Purpose: : Recent studies (Tsujimura et al, Proc. R. Soc. B, 277, 2485, 2010) have shown that the steady-state size of the pupil during long exposure to intense stimuli and the corresponding sustained constriction in darkness following the offset of the stimulus (Gamblin et al, Vision. Res., 47, 946, 2007) are likely to involve melanopsin signals through intrinsically photosensitive retinal ganglion cells (ipRGCs). These cells also receive spatially pooled signals from rod and cone photoreceptors and the extent to which melanopsin contributes to rapid pupil responses elicited with brief stimuli remains less clear. The purpose of this study was to examine how the dynamic pupil light reflex response changes with the level of light adaptation for stimuli that isolate luminance, colour or combined rod and melanopsin.

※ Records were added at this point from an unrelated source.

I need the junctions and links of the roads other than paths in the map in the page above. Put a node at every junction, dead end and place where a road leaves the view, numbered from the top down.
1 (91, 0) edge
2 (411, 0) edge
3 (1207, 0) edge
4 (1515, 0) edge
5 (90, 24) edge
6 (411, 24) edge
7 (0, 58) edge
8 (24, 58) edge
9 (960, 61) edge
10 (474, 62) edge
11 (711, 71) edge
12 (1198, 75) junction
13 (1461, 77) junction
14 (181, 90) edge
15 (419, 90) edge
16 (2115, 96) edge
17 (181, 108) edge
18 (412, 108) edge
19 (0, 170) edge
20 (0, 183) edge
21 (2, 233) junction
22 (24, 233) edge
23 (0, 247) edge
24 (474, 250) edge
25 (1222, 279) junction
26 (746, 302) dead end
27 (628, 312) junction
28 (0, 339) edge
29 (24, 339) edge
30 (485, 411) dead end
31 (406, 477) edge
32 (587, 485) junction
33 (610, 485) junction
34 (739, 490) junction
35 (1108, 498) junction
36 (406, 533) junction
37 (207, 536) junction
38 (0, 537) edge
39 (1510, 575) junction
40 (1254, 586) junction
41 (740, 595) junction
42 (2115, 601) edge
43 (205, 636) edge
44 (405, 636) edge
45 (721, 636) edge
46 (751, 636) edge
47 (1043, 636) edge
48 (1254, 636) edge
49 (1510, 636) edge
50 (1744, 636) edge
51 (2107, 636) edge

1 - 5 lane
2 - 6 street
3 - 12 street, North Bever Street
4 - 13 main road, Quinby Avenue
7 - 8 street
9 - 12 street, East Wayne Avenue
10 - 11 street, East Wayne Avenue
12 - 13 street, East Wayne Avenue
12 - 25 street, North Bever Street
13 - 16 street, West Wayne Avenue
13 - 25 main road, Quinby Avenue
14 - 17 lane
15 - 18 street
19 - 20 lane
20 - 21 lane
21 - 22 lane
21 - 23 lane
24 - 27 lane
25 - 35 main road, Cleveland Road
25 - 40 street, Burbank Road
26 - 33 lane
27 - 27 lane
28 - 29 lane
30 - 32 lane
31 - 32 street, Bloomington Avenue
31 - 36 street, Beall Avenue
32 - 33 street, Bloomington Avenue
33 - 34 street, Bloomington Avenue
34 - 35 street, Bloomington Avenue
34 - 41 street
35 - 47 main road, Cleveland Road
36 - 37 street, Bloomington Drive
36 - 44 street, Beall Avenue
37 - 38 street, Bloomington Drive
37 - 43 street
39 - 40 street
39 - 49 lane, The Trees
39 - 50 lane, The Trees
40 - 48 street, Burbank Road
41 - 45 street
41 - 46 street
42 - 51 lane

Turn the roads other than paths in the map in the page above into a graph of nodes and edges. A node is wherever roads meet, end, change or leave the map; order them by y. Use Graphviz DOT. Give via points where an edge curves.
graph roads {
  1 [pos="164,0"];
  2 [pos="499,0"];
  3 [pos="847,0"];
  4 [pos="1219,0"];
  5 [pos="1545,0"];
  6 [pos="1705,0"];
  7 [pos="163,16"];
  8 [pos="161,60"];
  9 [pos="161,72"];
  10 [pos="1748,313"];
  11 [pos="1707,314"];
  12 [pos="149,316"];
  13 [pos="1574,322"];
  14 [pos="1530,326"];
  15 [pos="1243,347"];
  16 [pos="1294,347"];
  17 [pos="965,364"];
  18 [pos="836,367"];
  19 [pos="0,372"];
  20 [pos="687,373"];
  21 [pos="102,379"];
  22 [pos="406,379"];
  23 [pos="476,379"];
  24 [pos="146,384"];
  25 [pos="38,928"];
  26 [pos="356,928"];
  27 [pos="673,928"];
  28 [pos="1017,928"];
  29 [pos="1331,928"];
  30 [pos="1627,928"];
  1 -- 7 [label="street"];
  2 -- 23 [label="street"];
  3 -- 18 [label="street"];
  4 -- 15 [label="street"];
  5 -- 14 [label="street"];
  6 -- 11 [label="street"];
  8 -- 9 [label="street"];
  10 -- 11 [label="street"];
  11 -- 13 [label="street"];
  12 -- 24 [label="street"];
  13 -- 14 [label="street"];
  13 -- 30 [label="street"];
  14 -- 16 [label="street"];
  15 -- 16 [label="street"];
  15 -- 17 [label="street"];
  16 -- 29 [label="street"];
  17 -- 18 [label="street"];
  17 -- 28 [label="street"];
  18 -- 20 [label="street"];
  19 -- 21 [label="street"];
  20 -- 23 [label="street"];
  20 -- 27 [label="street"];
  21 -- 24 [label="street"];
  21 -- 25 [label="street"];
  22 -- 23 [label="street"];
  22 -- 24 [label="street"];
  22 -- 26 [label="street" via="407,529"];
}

Methods: : An integrating sphere was used to homogenise the light output of four LED sources (selected to span the visual spectrum) which were modulated temporally to produce a 2s sinusoidal envelope of luminance, colour or combined rod and melanopsin. Pupil responses were measured at three light levels: 456, 74.4 and 4.8 cd/m². The study involved 6 normal subjects and two patients with congenital stationary night blindness (CSNB).

Results: : In normal subjects, each of the three stimuli produced brief constrictions of the pupil at stimulus onset, with larger response amplitudes at lower light levels. Consistent with previous studies, the colour modulation also produced a large response at stimulus offset. The rod / melanopsin isolation condition yields larger response latencies, with the largest difference observed at the lowest light level. The patients with CSNB yield normal responses to colour and luminance modulation, but much reduced or absent pupil constriction to rod/melanopsin modulation at each light level.

Conclusions: : When carefully interpreted, the findings from this study suggest that pupil responses to briefly presented stimuli are mediated largely by rod and cone signals with little or no contribution from melanopsin. The results also suggest that, although more sluggish, rod signals remain unsaturated and contribute to dynamic pupil responses at much higher light levels.